Анатолий припарковал машину неподалеку от стройки, на свободном пятачке, после чего они направились к набережной.
Было уже темно. Горели фонари, за высоким забором монотонно грохотала стройка. Алиса не понимала, как эти места могли нравиться Анатолию, ведь здесь не осталось и следа, напоминающего о прошлом, но, верно, друг детства видел прежние края как-то по-своему…
Асфальт был почти сухой, чистый. Лишь кое-где по краям тротуара сбился комьями темный снег. Все в городе уже напоминало о близкой весне.
Анатолий шел впереди, засунув руки в карманы пальто, Алиса – за ним. Она смотрела на своего друга: короткое пальто, мощные ноги, широкие плечи, шеи почти нет. Со стороны Толик напоминал квадрат.
– Как там у Пушкина? – начал, не оглядываясь, Анатолий. – «Ученых много – умных мало, знакомых тьма – а друга нет…» Дожил почти до сорока, уйма связей, а посоветоваться не с кем.
– Толик, милый, я плохой советчик, я ничего в этом вопросе, который тебя сейчас волнует, не понимаю.
– Мне не нужны советы, мне нужна поддержка.
– Если ты хочешь открыть свою клинику, то я тебя поддерживаю в этом вопросе, – решительно произнесла Алиса.
– Мне страшно.

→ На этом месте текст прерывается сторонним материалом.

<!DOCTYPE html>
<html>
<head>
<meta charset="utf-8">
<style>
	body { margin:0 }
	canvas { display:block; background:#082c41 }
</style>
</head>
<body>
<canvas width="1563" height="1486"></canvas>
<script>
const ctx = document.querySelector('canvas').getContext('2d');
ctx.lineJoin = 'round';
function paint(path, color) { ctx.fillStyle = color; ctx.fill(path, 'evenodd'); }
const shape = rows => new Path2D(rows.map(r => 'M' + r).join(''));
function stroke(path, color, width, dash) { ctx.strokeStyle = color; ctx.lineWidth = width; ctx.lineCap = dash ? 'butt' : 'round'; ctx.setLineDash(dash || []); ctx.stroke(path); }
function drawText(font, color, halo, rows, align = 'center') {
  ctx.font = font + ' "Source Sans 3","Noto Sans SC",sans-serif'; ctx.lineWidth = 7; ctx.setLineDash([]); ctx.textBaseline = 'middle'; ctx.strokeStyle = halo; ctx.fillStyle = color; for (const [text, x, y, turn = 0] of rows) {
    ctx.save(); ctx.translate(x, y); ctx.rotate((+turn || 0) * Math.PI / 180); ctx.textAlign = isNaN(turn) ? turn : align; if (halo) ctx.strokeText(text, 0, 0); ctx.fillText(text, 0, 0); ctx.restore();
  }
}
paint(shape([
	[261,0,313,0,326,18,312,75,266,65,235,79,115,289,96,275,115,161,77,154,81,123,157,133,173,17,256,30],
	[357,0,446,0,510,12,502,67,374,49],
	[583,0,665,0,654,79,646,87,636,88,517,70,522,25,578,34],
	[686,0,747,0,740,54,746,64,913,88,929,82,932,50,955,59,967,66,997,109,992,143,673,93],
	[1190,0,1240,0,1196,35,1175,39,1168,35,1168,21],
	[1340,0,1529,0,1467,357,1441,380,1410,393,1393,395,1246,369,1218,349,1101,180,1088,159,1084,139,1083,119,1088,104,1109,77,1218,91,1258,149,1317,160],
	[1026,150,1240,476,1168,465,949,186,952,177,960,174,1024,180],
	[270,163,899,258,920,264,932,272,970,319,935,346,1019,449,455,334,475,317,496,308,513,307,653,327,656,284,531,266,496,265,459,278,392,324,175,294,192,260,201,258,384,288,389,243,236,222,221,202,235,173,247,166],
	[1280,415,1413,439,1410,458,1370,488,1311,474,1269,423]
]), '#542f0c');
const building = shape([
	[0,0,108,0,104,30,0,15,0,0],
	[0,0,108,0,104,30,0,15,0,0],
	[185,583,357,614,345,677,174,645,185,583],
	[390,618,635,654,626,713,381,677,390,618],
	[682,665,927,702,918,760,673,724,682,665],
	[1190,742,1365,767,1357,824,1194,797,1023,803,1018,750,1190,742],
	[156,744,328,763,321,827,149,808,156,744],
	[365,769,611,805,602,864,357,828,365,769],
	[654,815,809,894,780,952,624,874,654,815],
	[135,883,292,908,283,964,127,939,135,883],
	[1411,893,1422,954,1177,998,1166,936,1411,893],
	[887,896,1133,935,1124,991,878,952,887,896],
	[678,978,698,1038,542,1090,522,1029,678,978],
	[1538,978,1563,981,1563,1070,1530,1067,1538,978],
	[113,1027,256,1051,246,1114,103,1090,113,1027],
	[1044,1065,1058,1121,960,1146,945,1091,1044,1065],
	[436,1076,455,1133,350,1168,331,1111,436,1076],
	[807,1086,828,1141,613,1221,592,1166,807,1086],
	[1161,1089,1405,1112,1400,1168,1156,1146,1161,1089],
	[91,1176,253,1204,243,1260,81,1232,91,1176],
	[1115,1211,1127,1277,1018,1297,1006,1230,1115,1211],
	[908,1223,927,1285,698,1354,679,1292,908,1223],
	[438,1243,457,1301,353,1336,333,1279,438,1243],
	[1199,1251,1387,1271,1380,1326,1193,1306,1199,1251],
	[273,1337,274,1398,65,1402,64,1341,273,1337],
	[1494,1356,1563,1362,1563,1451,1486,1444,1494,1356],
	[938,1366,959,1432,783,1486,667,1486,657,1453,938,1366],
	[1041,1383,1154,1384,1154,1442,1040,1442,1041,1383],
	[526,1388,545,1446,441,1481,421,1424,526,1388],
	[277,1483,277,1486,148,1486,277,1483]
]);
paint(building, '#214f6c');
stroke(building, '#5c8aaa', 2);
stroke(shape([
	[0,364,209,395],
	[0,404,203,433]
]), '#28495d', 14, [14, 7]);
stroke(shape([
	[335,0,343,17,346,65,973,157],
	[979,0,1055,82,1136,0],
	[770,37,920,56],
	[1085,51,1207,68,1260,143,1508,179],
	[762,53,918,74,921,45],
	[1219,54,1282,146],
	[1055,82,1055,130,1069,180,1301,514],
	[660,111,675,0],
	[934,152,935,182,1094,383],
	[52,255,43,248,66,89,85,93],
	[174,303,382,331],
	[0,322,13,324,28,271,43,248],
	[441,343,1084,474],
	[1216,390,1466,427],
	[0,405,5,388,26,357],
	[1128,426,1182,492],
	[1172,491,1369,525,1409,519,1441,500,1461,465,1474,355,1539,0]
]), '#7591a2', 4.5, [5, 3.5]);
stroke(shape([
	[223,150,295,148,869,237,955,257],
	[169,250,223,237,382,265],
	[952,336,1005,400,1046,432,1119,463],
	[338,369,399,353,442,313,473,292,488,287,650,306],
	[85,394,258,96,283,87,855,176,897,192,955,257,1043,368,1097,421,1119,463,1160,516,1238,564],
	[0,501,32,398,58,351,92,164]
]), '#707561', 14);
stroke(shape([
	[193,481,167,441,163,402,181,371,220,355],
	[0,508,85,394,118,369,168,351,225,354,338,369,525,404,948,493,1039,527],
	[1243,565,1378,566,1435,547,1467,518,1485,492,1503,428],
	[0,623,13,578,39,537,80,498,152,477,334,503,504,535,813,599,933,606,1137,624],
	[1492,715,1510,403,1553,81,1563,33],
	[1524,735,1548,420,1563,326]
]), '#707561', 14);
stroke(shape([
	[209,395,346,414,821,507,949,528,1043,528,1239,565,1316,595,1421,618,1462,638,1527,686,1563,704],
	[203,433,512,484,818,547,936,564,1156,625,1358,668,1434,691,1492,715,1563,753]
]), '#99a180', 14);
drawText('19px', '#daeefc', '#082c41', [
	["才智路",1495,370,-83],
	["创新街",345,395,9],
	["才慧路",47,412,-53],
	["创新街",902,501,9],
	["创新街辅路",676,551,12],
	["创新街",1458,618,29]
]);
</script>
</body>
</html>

Страшно начинать жизнь заново, по другим правилам.
– А мне как было страшно… – усмехнулась она.
– Ты о своем замужестве? Пфф… – пренебрежительно фыркнул он. – Не сравнивай, это разные вещи.
– Ты груб и заносчив, – холодно произнесла Алиса.

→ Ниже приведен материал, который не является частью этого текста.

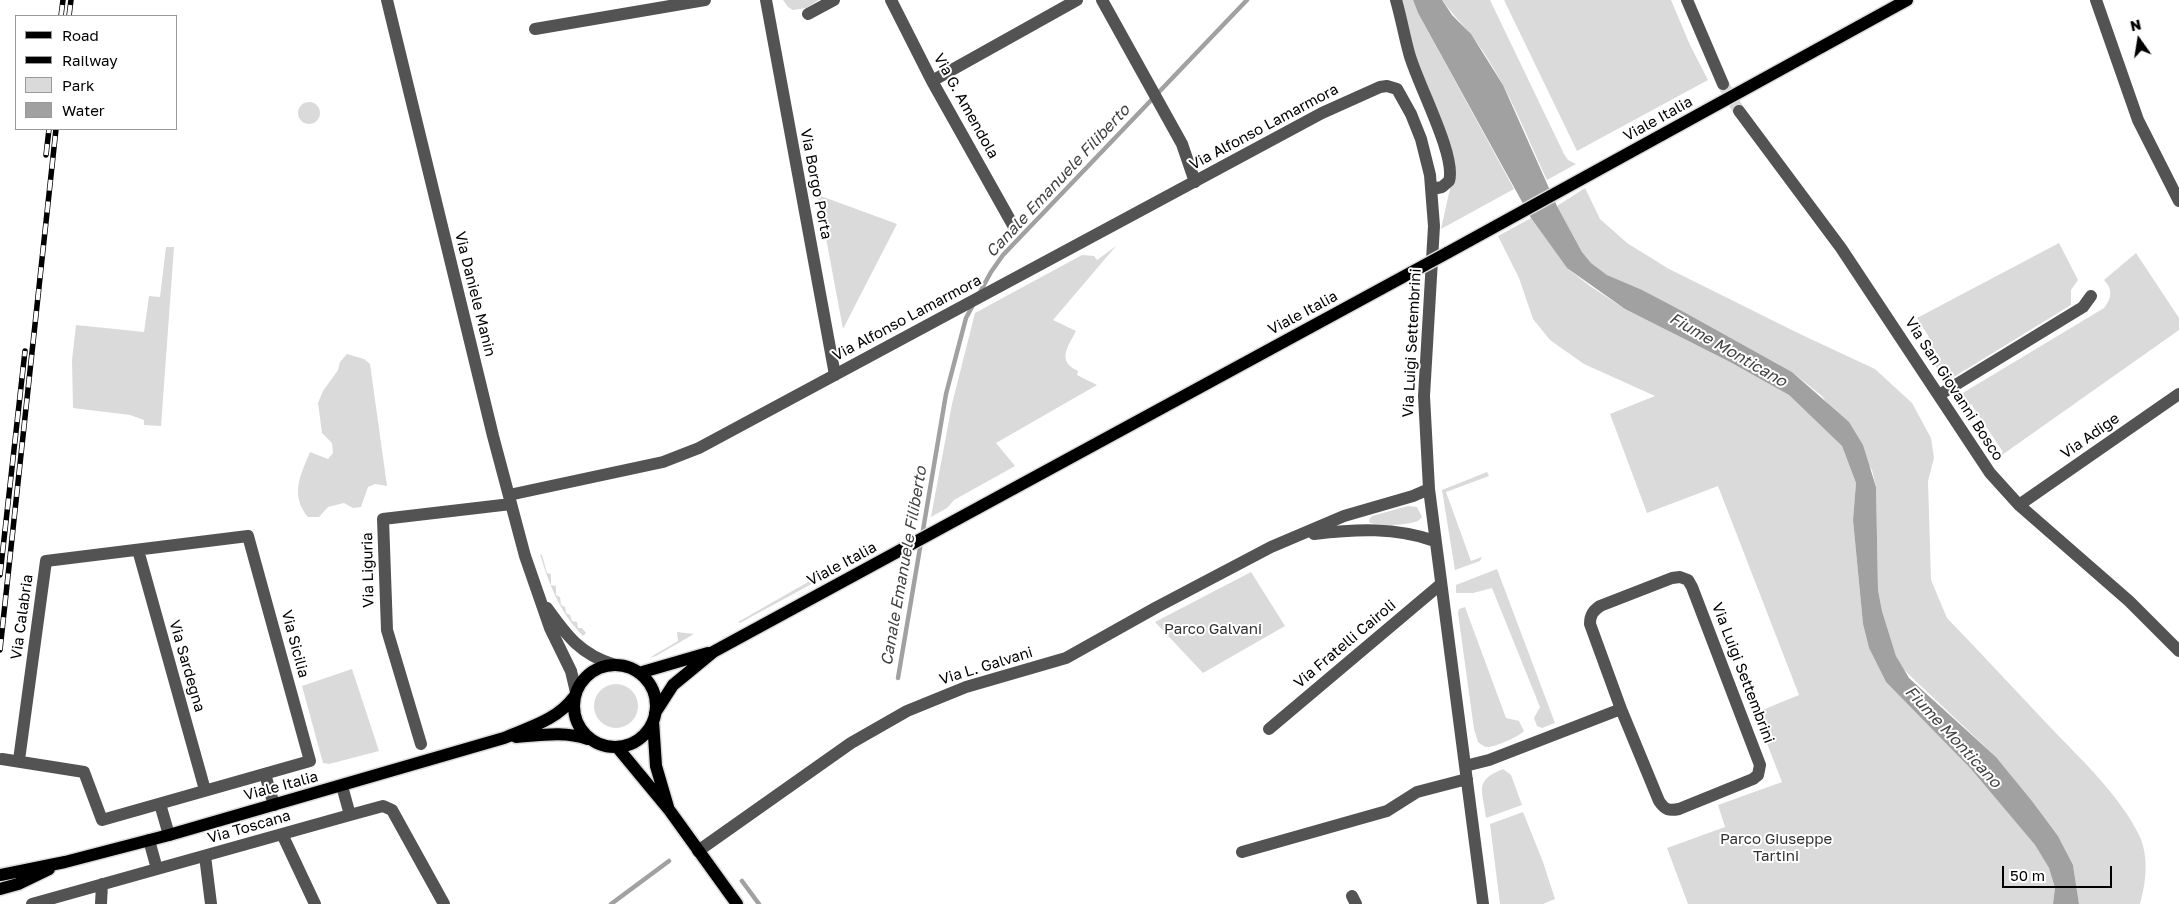 <!DOCTYPE html>
<html>
<head>
<meta charset="utf-8">
<style>
	body { margin:0 }
	#map { position:relative; width:2179px; height:904px; overflow:hidden; background:#fff; font-family:"Golos Text",sans-serif }
	canvas { display:block }
	.legend { position:absolute; left:15px; top:15px; width:162px; height:115px; box-sizing:border-box; background:#fff; border:1px solid #999; margin:0; padding:6px 9px; list-style:none; font-size:15px; color:#000 }
	.legend li { display:flex; align-items:center; gap:10px; height:25px }
	.legend b { width:25px; border:1px solid #999 }
	.north { position:absolute; left:2114px; top:15px; width:50px; height:50px; -webkit-text-stroke:4px #fff; paint-order:stroke; rotate:347deg; font-size:14px; font-weight:700; line-height:20px; text-align:center; color:#000 }
	.north::after { content:''; display:block; margin:auto; width:18px; height:22px; background:#000; clip-path:polygon(50% 0,100% 100%,50% 72%,0 100%) }
	.scale { position:absolute; left:2002px; top:866px; width:110px; height:22px; box-sizing:border-box; border:2px solid #000; border-top:0; padding-left:6px; font-size:15px; line-height:18px; white-space:nowrap; color:#000; -webkit-text-stroke:4px #fff; paint-order:stroke }
</style>
</head>
<body>
<div id="map">
<canvas width="2179" height="904"></canvas>
<ul class="legend">
<li><b style="height:6px;background:#000"></b>Road</li>
<li><b style="height:6px;background:#000"></b>Railway</li>
<li><b style="height:14px;background:#dadada"></b>Park</li>
<li><b style="height:14px;background:#a1a1a1"></b>Water</li>
</ul>
<div class="north">N</div>
<div class="scale">50 m</div>
</div>
<script>
const g = document.querySelector('canvas').getContext('2d');
g.lineJoin = 'round';
function fill(path, color) { g.fillStyle = color; g.fill(path, 'evenodd'); }
function trace(path, color, width, dash) { g.strokeStyle = color; g.lineWidth = width; g.lineCap = dash ? 'butt' : 'round'; g.setLineDash(dash || []); g.stroke(path); }
function drawText(font, color, halo, rows, align = 'center') {
  g.font = font + ' "Golos Text",sans-serif'; g.lineWidth = 4; g.setLineDash([]); g.textBaseline = 'middle'; g.strokeStyle = halo; g.fillStyle = color; for (const [text, x, y, turn = 0] of rows) {
    g.save(); g.translate(x, y); g.rotate((+turn || 0) * Math.PI / 180); g.textAlign = isNaN(turn) ? turn : align; if (halo) g.strokeText(text, 0, 0); g.fillText(text, 0, 0); g.restore();
  }
}
fill(new Path2D(`
	M 783,0 L 819,0 L 806,8 L 793,10 L 788,7 Z
	M 1398,0 L 1413,0 L 1418,13 L 1514,189 L 1441,229 L 1451,184 L 1423,82 Z
	M 1442,0 L 1490,0 L 1564,154 L 1568,160 L 1576,164 L 1547,180 C 1524,131 1505,78 1471,35 C 1462,23 1451,13 1442,0 Z
	M 1504,0 L 1671,0 L 1690,45 L 1708,80 L 1577,151 Z
	M298 113a11 11 0 1 1 22 0a11 11 0 1 1-22 0Z
	M 1585,188 L 1600,219 L 1627,243 L 1669,269 L 1802,335 L 1875,369 L 1912,403 L 1931,438 L 1934,458 L 1928,481 L 1931,580 L 1947,618 C 1982,654 2016,691 2051,728 C 2081,759 2122,798 2140,837 C 2149,858 2146,883 2140,904 L 2079,904 L 2073,865 L 2058,836 L 2032,801 L 1996,757 L 1903,669 L 1896,656 L 1882,611 L 1878,590 L 1876,487 L 1872,470 L 1822,396 L 1792,372 L 1684,312 L 1607,275 L 1591,263 L 1582,252 L 1557,206 Z
	M 818,195 L 897,224 L 843,329 Z
	M 1531,218 L 1567,268 L 1590,286 L 1625,309 L 1730,362 L 1789,395 L 1842,446 L 1856,483 L 1853,520 L 1863,624 L 1869,648 L 1886,682 L 1971,769 L 2035,845 L 2049,868 L 2055,888 L 2053,904 L 1688,904 L 1667,848 L 1725,827 L 1718,805 L 1782,782 L 1755,713 L 1799,695 L 1718,486 L 1647,513 L 1610,414 L 1655,396 L 1584,364 L 1550,340 L 1533,319 L 1519,278 L 1498,236 Z
	M 2059,243 L 2078,280 L 2071,290 L 2071,305 L 1952,378 L 1948,379 L 1942,376 L 1920,343 L 1929,337 L 1917,318 Z
	M 1116,246 L 1053,320 L 1076,331 C 1068,347 1056,361 1078,371 L 1077,375 L 1097,385 L 996,443 L 1015,466 L 954,500 L 947,508 L 931,517 L 952,404 L 975,313 L 1082,255 L 1094,256 L 1097,260 Z
	M 166,247 L 174,247 L 161,426 L 144,425 L 144,420 L 130,415 L 73,408 L 72,360 L 76,325 L 144,332 L 149,296 L 160,297 Z
	M 2136,253 L 2179,318 L 2179,330 L 1992,462 L 2003,452 L 1971,404 L 1962,409 L 1958,401 L 1961,394 L 2104,308 C 2112,298 2113,289 2104,280 Z
	M 347,354 L 364,359 L 370,364 L 387,486 L 375,484 L 368,487 L 361,507 L 353,508 L 344,503 L 328,507 L 319,517 L 308,517 C 290,495 300,476 310,452 L 328,459 L 333,453 L 332,443 L 322,433 L 318,403 L 323,391 L 338,370 L 340,362 Z
	M 1487,472 L 1489,476 L 1446,492 L 1471,561 L 1482,557 L 1480,561 L 1455,570 L 1442,490 Z
	M 1408,506 L 1417,507 L 1422,517 L 1418,521 C 1405,525 1384,527 1370,523 L 1369,520 L 1372,516 Z
	M 540,554 L 542,555 L 547,573 L 551,574 L 551,585 L 556,586 L 556,595 L 560,597 L 561,605 L 565,607 L 566,613 L 570,615 L 572,621 L 577,622 L 578,628 L 582,628 L 586,633 L 583,636 C 560,613 549,584 540,554 Z
	M 1497,569 L 1555,723 L 1542,728 L 1537,726 L 1534,718 L 1540,707 L 1492,588 L 1473,593 L 1456,593 L 1456,585 Z
	M 1251,572 L 1285,626 L 1203,673 L 1155,622 Z
	M 815,578 L 817,581 L 740,623 L 738,622 Z
	M 1465,607 L 1506,718 L 1519,721 L 1524,731 C 1520,736 1494,748 1486,747 C 1483,746 1481,744 1478,742 L 1474,729 L 1458,613 L 1459,609 Z
	M 677,632 L 694,634 L 656,656 L 649,658 L 678,641 Z
	M 352,669 L 379,751 L 329,764 L 323,763 L 302,686 Z
	M594 706a22 22 0 1 1 44 0a22 22 0 1 1-44 0Z
	M 1503,769 L 1511,775 L 1522,805 L 1486,818 C 1483,790 1473,781 1503,769 Z
	M 1523,812 L 1543,862 L 1555,899 L 1543,904 L 1500,904 L 1490,824 Z`), '#dadada');
fill(new Path2D(`
	M 1413,0 L 1442,0 L 1452,15 L 1471,34 L 1503,85 L 1557,206 L 1582,252 L 1591,263 L 1607,275 L 1642,290 L 1684,312 L 1792,372 L 1849,422 L 1863,445 L 1876,487 L 1878,590 L 1882,611 L 1896,656 L 1909,678 L 1996,757 L 2032,801 L 2058,836 L 2073,865 L 2079,904 L 2053,904 L 2055,888 L 2049,868 L 2035,845 L 1971,769 L 1886,682 L 1869,648 L 1863,624 L 1853,520 L 1856,483 L 1842,446 L 1789,395 L 1730,362 L 1625,309 L 1567,268 L 1531,218 L 1418,13 Z`), '#a1a1a1');
trace(new Path2D(`
	M 979,294 L 991,272 L 1003,255 L 1247,0
	M 898,678 L 946,394 L 966,318 L 973,305
	M 742,881 L 759,904
	M 611,904 L 669,861`), '#a1a1a1', 4.5);
trace(new Path2D(`
	M 1723,84 L 1739,111`), '#d9d9d9', 12, [12, 6]);
const major = new Path2D(`
	M 1447,253 L 1907,0
	M574 706a41 41 0 1 1 82 0a41 41 0 1 1-82 0Z
	M 639,673 L 708,653
	M 655,713 L 673,685 L 713,652 L 1412,272
	M 653,721 L 656,766 L 668,807
	M 516,737 C 541,735 565,731 588,739
	M 617,747 L 670,811 L 737,904
	M 0,875 L 65,862 L 169,835 L 504,738 C 530,727 557,720 574,697
	M 0,889 L 18,884 L 49,869`);
trace(major, '#dbdbdb', 15);
trace(new Path2D(`
	M 387,0 L 493,436 L 525,556 L 550,628 L 571,671 L 576,692
	M 766,0 L 835,375
	M 891,0 L 932,81 L 1014,227
	M 1102,0 L 1182,144 L 1195,182
	M 1396,0 C 1401,17 1404,35 1409,53 C 1416,81 1457,156 1449,181 L 1442,187 L 1432,189
	M 1687,0 L 1723,84
	M 2096,0 L 2138,120 L 2179,201
	M 808,14 L 834,0
	M 535,29 L 705,0
	M 932,81 L 1077,0
	M 1739,111 L 1841,248 L 1990,473 L 2019,505 L 2129,601 L 2179,651
	M 1939,395 L 2083,307 L 2091,296
	M 509,495 L 663,462 L 699,448 L 1322,113 L 1380,87 L 1387,86 L 1397,89 L 1411,114 L 1421,139 L 1430,175 L 1434,226 L 1424,396 L 1429,489 L 1483,904
	M 2019,505 L 2179,394
	M 1314,534 C 1356,529 1395,527 1435,541
	M 138,550 L 205,790
	M 1680,577 L 1688,580 L 1692,587 L 1760,765 L 1758,775 L 1753,779 L 1679,809 C 1669,811 1665,810 1659,801 L 1621,709 L 1590,624 C 1590,615 1593,611 1600,606 L 1672,578 Z
	M 547,608 C 567,636 581,655 615,665
	M 1269,729 L 1441,584
	M 421,744 L 387,630 L 383,519 L 511,504
	M 2,759 L 84,772 L 102,820 L 310,761 L 248,536 L 46,561 L 19,760
	M 1465,766 L 1489,760 L 1621,709
	M 265,774 L 274,805
	M 342,786 L 350,815 L 383,806 L 392,810 L 444,904
	M 160,804 L 169,835
	M 282,834 L 315,904
	M 698,851 L 851,743 L 907,711 L 966,687 L 1066,658 L 1157,607 L 1271,547 L 1344,516 L 1413,496 L 1429,489
	M 1242,852 L 1387,811 L 1417,792 L 1467,779
	M 205,856 L 211,904
	M 157,869 L 350,815
	M 1352,896 L 1356,904
	M 32,904 L 157,869 L 149,840
	M 101,904 L 102,884`), '#535353', 12);
trace(major, '#000', 12);
const rail = new Path2D(`
	M 61,16 L 63,0
	M 69,16 L 71,0
	M 46,155 L 49,129
	M 0,575 L 25,351
	M 0,650 L 56,129`);
trace(rail, '#000', 5.5);
trace(rail, '#fff', 4, [11]);
const majorBridge = new Path2D(`
	M 1412,272 L 1447,253`);
trace(majorBridge, '#dbdbdb', 15, []);
trace(majorBridge, '#000', 12);
drawText('15px', '#000', '#fff', [
	["Via G. Amendola",966,106,61],
	["Viale Italia",1658,119,-29],
	["Via Alfonso Lamarmora",1264,127,-28],
	["Via Borgo Porta",816,184,79],
	["Via Daniele Manin",475,294,76],
	["Viale Italia",1303,313,-28],
	["Via Alfonso Lamarmora",907,318,-28],
	["Via Luigi Settembrini",1412,343,-87],
	["Via San Giovanni Bosco",1954,389,57],
	["Via Adige",2090,436,-35],
	["Viale Italia",842,564,-28],
	["Via Liguria",368,570,-91],
	["Via Calabria",22,617,-82],
	["Via Sicilia",295,644,75],
	["Via Fratelli Cairoli",1345,644,-40],
	["Via Sardegna",187,666,74],
	["Via L. Galvani",986,666,-17],
	["Via Luigi Settembrini",1743,673,69],
	["Viale Italia",281,786,-15],
	["Via Toscana",249,827,-16]
]);
drawText('15px', '#313131', '#fff', [
	["Parco Galvani",1213,629],
	["Parco Giuseppe",1776,839],
	["Tartini",1776,856]
]);
drawText('italic 16px', '#424242', '#fff', [
	["Canale Emanuele Filiberto",1058,181,-47],
	["Fiume Monticano",1728,350,30],
	["Canale Emanuele Filiberto",904,566,-80],
	["Fiume Monticano",1953,737,47]
]);
</script>
</body>
</html>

– Ну вот, опять ты на меня наезжаешь!
– А ты ведешь себя как царь, как пуп земли… – огрызнулась она. – И это, кстати, твой большой недостаток, тот самый камень, о который ты можешь споткнуться, – твое самомнение… Ты просил у меня поддержки? Ну так вот, получи ее, получи мое предупреждение. Дело ты задумал хорошее, но некоторые черты твоего характера могут тебе помешать.
Они остановились на мосту, под которым плескалась черная вода. На ее поверхности покачивались островки нерастаявшего льда.
– Я знаю. Моя сила – это и моя слабость. Ты права, – глядя вниз, пробормотал Анатолий.
– Я на тебя не сержусь. Мы давно выросли, стали разными, изменились. И… мы стали совсем чужими, – вздохнув, решительно произнесла Алиса. – Все имеет свое начало и свой конец. Даже дружба. Наша дружба закончилась… И в этом ничего страшного нет.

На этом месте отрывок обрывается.